Como a reforma tributária vai impactar a locação de imóveis?
Ainda vale a pena fazer holding imobiliária? Saiba como a nova tributação pode afetar sua renda com imóveis e o que fazer para reduzir os impactos.
quarta-feira, 18 de junho de 2025
Atualizado às 11:23
A reforma tributária já é uma realidade no Brasil. Com a promulgação da EC 132/23 e a publicação da LC 214/25, teve início uma transição profunda no sistema de tributação sobre o consumo, com efeitos relevantes para praticamente todos os setores da economia, inclusive o mercado imobiliário Embora suas regras só entrem em vigor a partir de 2026, haverá um período de transição que se estenderá até 2033, quando o novo modelo será aplicado de forma integral.
A substituição de cinco tributos (PIS, Cofins, IPI, ICMS e ISS) pelo novo IVA dual, composto pela CBS (Federal) e pelo IBS (estadual e municipal), representa uma mudança estrutural, mas também um aumento potencial da carga tributária, cuja alíquota total está estimada em 28%. Embora muitos pontos ainda dependam de regulamentação complementar, o cenário já permite projeções concretas sobre como atividades tradicionais serão afetadas, como é o caso da locação de imóveis.
Diante desse contexto, entender como ficará a tributação da locação se torna essencial para proprietários de imóveis: (i) locação realizada por pessoa jurídica, (ii) locação realizada por pessoa física, e (iii) locação short stay (curta duração).
1. Locação realizada por pessoa jurídica
Atualmente, empresas e holdings patrimoniais que atuam na locação de imóveis próprios, devidamente registradas com o CNAE correspondente, costumam ser tributadas pelo lucro presumido, com alíquota efetiva que varia entre 11,33% e 14,53%, considerando a incidência de IRPJ, CSLL, PIS e Cofins, conforme detalhado na tabela abaixo:
Contudo, se o faturamento anual da pessoa jurídica for de até R$ 120 mil e o objeto social estiver restrito à locação de imóveis próprios, é possível aplicar uma base de cálculo reduzida para o IRPJ, o que diminui significativamente a carga tributária. Nesse cenário, a tributação efetiva total pode chegar a apenas 8,93%, conforme demonstrado abaixo:
Com a reforma tributária, PIS e Cofins serão substituídos pelo IVA (CBS + IBS). A expectativa é que a alíquota conjunta (CBS + IBS) fique em 28%, uma das maiores do mundo. Contudo, a LC 214/25 prevê um fator de redução de 70% da alíquota para atividades de locação de bens imóveis próprios, o que deve suavizar esse impacto, já que a alíquota do IVA ficará em 8,4%.

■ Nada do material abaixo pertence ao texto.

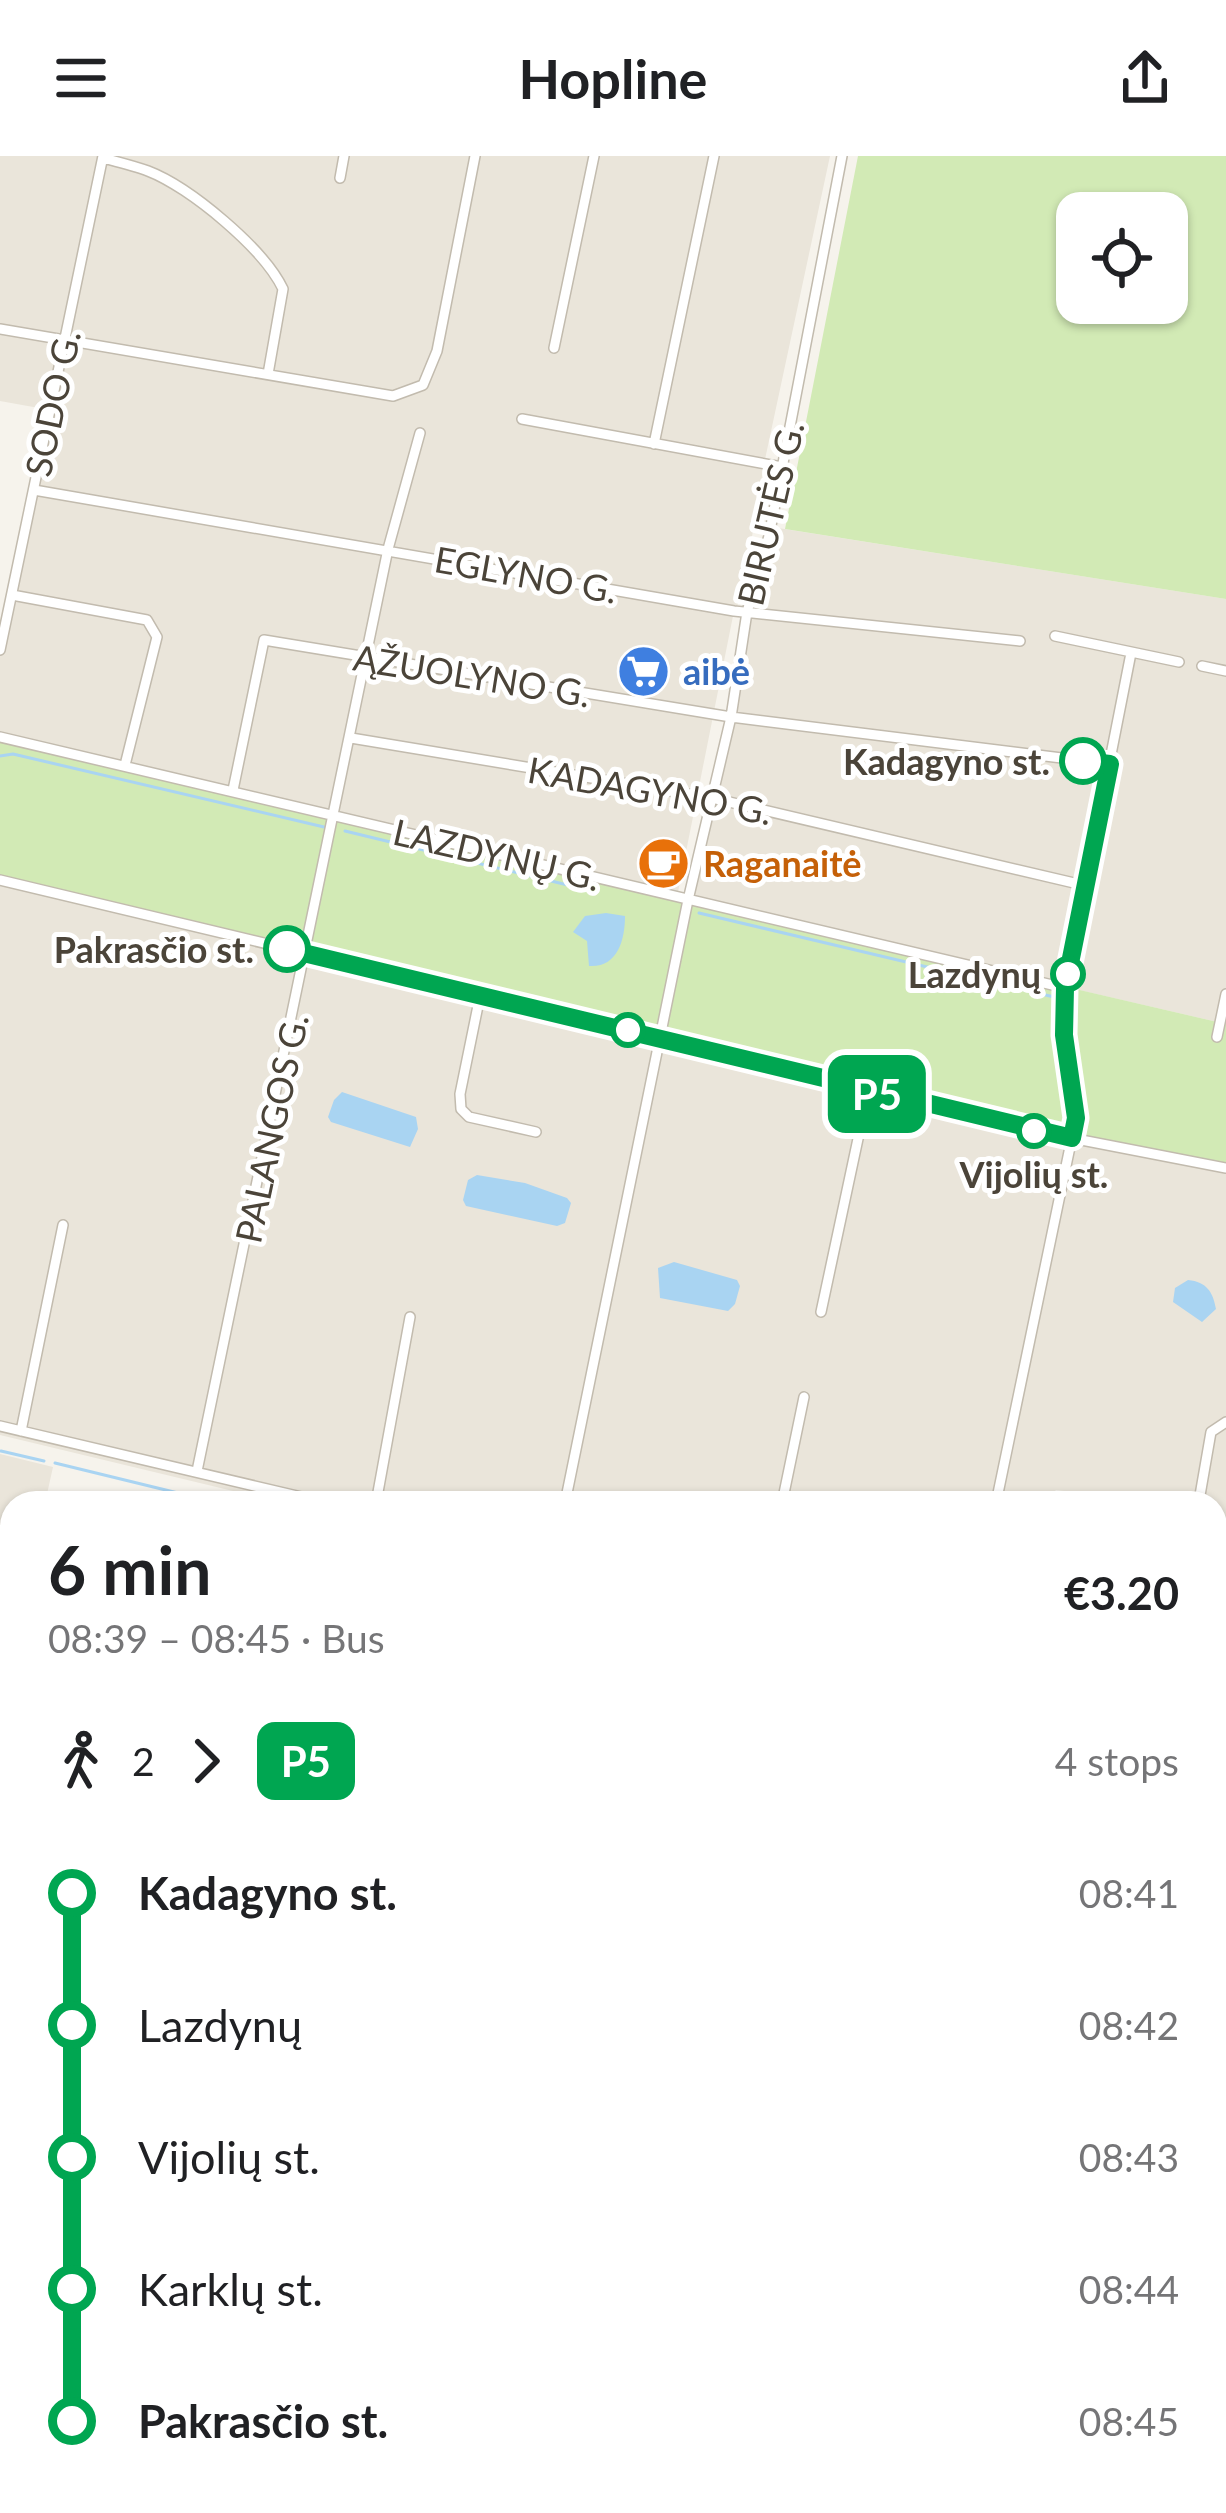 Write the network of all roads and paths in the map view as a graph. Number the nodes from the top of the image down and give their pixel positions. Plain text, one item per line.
1 (344, 156) edge
2 (476, 156) edge
3 (594, 156) edge
4 (713, 156) edge
5 (842, 156) edge
6 (103, 157) edge
7 (340, 178) dead end
8 (0, 328) edge
9 (65, 340) junction
10 (554, 348) dead end
11 (268, 374) junction
12 (522, 419) dead end
13 (419, 433) dead end
14 (654, 444) junction
15 (782, 467) junction
16 (34, 490) junction
17 (388, 549) junction
18 (12, 596) junction
19 (747, 612) junction
20 (1055, 636) dead end
21 (1020, 641) dead end
22 (0, 650) edge
23 (1131, 653) junction
24 (366, 659) junction
25 (1179, 662) dead end
26 (1202, 666) dead end
27 (1226, 671) edge
28 (731, 717) junction
29 (0, 737) edge
30 (351, 738) junction
31 (1110, 764) junction
32 (125, 766) junction
33 (233, 790) junction
34 (712, 798) junction
35 (335, 815) junction
36 (0, 880) edge
37 (1088, 886) junction
38 (688, 900) junction
39 (307, 953) junction
40 (1065, 988) junction
41 (1226, 994) edge
42 (480, 996) junction
43 (1217, 1037) dead end
44 (661, 1038) junction
45 (868, 1092) junction
46 (536, 1132) dead end
47 (1072, 1138) junction
48 (1226, 1168) edge
49 (63, 1225) dead end
50 (821, 1312) dead end
51 (410, 1317) dead end
52 (804, 1397) dead end
53 (1226, 1422) edge
54 (0, 1426) edge
55 (21, 1431) junction
56 (197, 1471) junction
57 (278, 1491) edge
58 (378, 1491) edge
59 (567, 1491) edge
60 (784, 1491) edge
61 (998, 1491) edge
62 (1201, 1491) edge

1 - 7 street
2 - 11 street
3 - 10 street
4 - 14 street
5 - 15 street, BIRUTĖS G.
6 - 9 street, SODO G.
6 - 11 street
8 - 9 street
9 - 11 street
9 - 16 street, SODO G.
12 - 14 street
13 - 17 street, PALANGOS G.
14 - 15 street
15 - 19 street, BIRUTĖS G.
16 - 17 street, EGLYNO G.
16 - 18 street, SODO G.
17 - 19 street, EGLYNO G.
17 - 24 street, PALANGOS G.
18 - 22 street, SODO G.
18 - 32 street
19 - 21 street, EGLYNO G.
19 - 28 street, BIRUTĖS G.
20 - 23 street
23 - 25 street
23 - 31 street
24 - 28 street, ĄŽUOLYNO G.
24 - 30 street, PALANGOS G.
24 - 33 street, ĄŽUOLYNO G.
26 - 27 street
28 - 31 street, ĄŽUOLYNO G.
28 - 34 street, BIRUTĖS G.
29 - 32 street, LAZDYNŲ G.
30 - 34 street, KADAGYNO G.
30 - 35 street, PALANGOS G.
31 - 37 street
32 - 33 street, LAZDYNŲ G.
33 - 35 street, LAZDYNŲ G.
34 - 37 street, KADAGYNO G.
34 - 38 street, BIRUTĖS G.
35 - 38 street, LAZDYNŲ G.
35 - 39 street, PALANGOS G.
36 - 39 street
37 - 40 street
38 - 40 street, LAZDYNŲ G.
38 - 44 street, BIRUTĖS G.
39 - 42 street
39 - 56 street, PALANGOS G.
40 - 47 street
41 - 43 street
42 - 44 street
42 - 46 street
44 - 45 street
44 - 59 street, BIRUTĖS G.
45 - 47 street
45 - 50 street
47 - 48 street
47 - 61 street
49 - 55 street
51 - 58 street
52 - 60 street
53 - 62 street
54 - 55 street
55 - 56 street
56 - 57 street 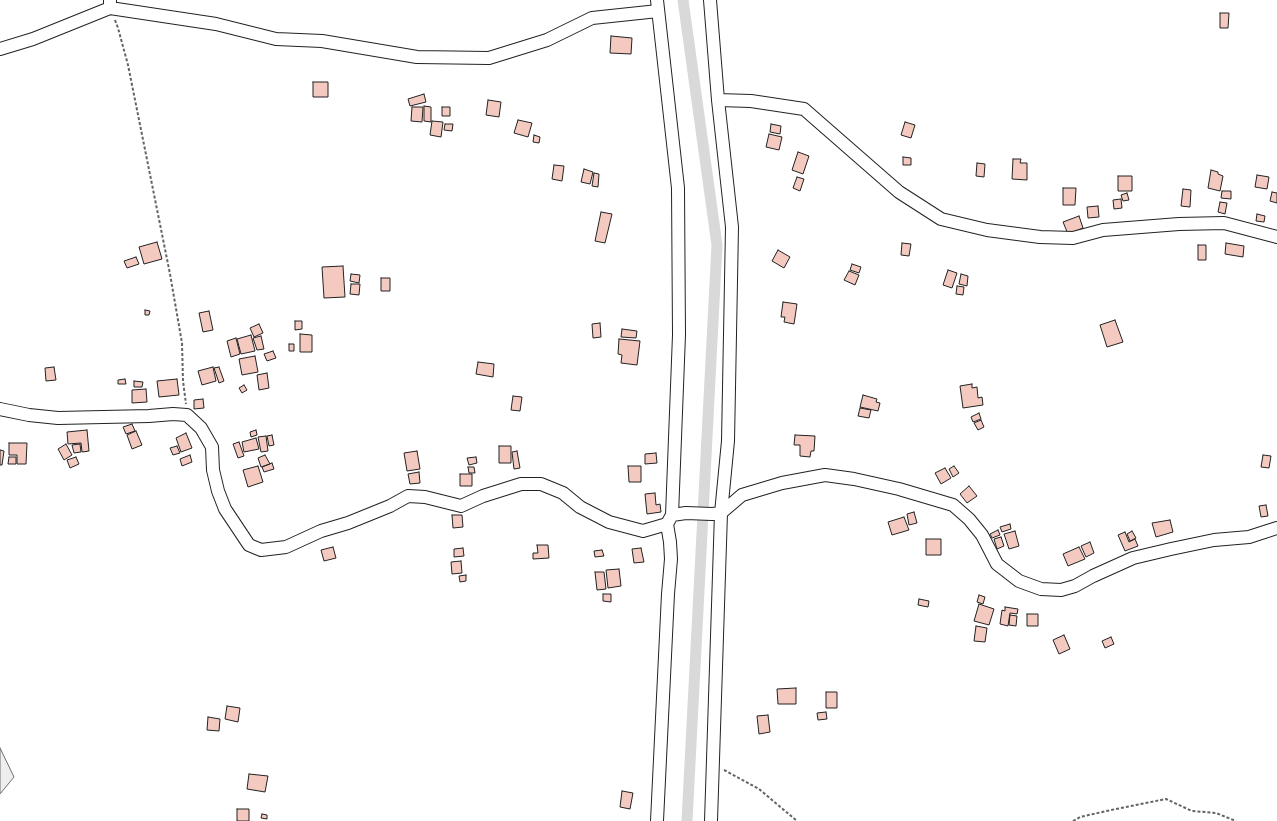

Com esse redutor, a alíquota efetiva estimada ficará entre 16,08% e 19,28%. No caso de empresas com receita anual de até R$ 120 mil, a tributação ficará em aproximadamente 13,68%. Ainda assim, trata-se de um aumento significativo em relação ao regime atual.
Apesar disso, como o novo sistema será não cumulativo, em certos contextos a manutenção (ou criação) de uma holding imobiliária continuará vantajosa, especialmente em planejamentos patrimoniais que envolvam gestão profissional dos ativos, sucessão familiar e blindagem patrimonial. Cada caso, porém, exigirá uma análise individualizada, com simulações comparativas entre os regimes
2. Locação realizada por pessoa física
Uma das principais novidades da reforma tributária é a possibilidade de que pessoas físicas que alugam imóveis próprios passem a ser contribuintes da CBS e do IBS, ainda que não exerçam atividade empresarial formalmente constituída. No sistema atual, a tributação recai exclusivamente sobre o IRPF - Imposto de Renda da Pessoa Física, com alíquotas progressivas que podem chegar a 27,5%.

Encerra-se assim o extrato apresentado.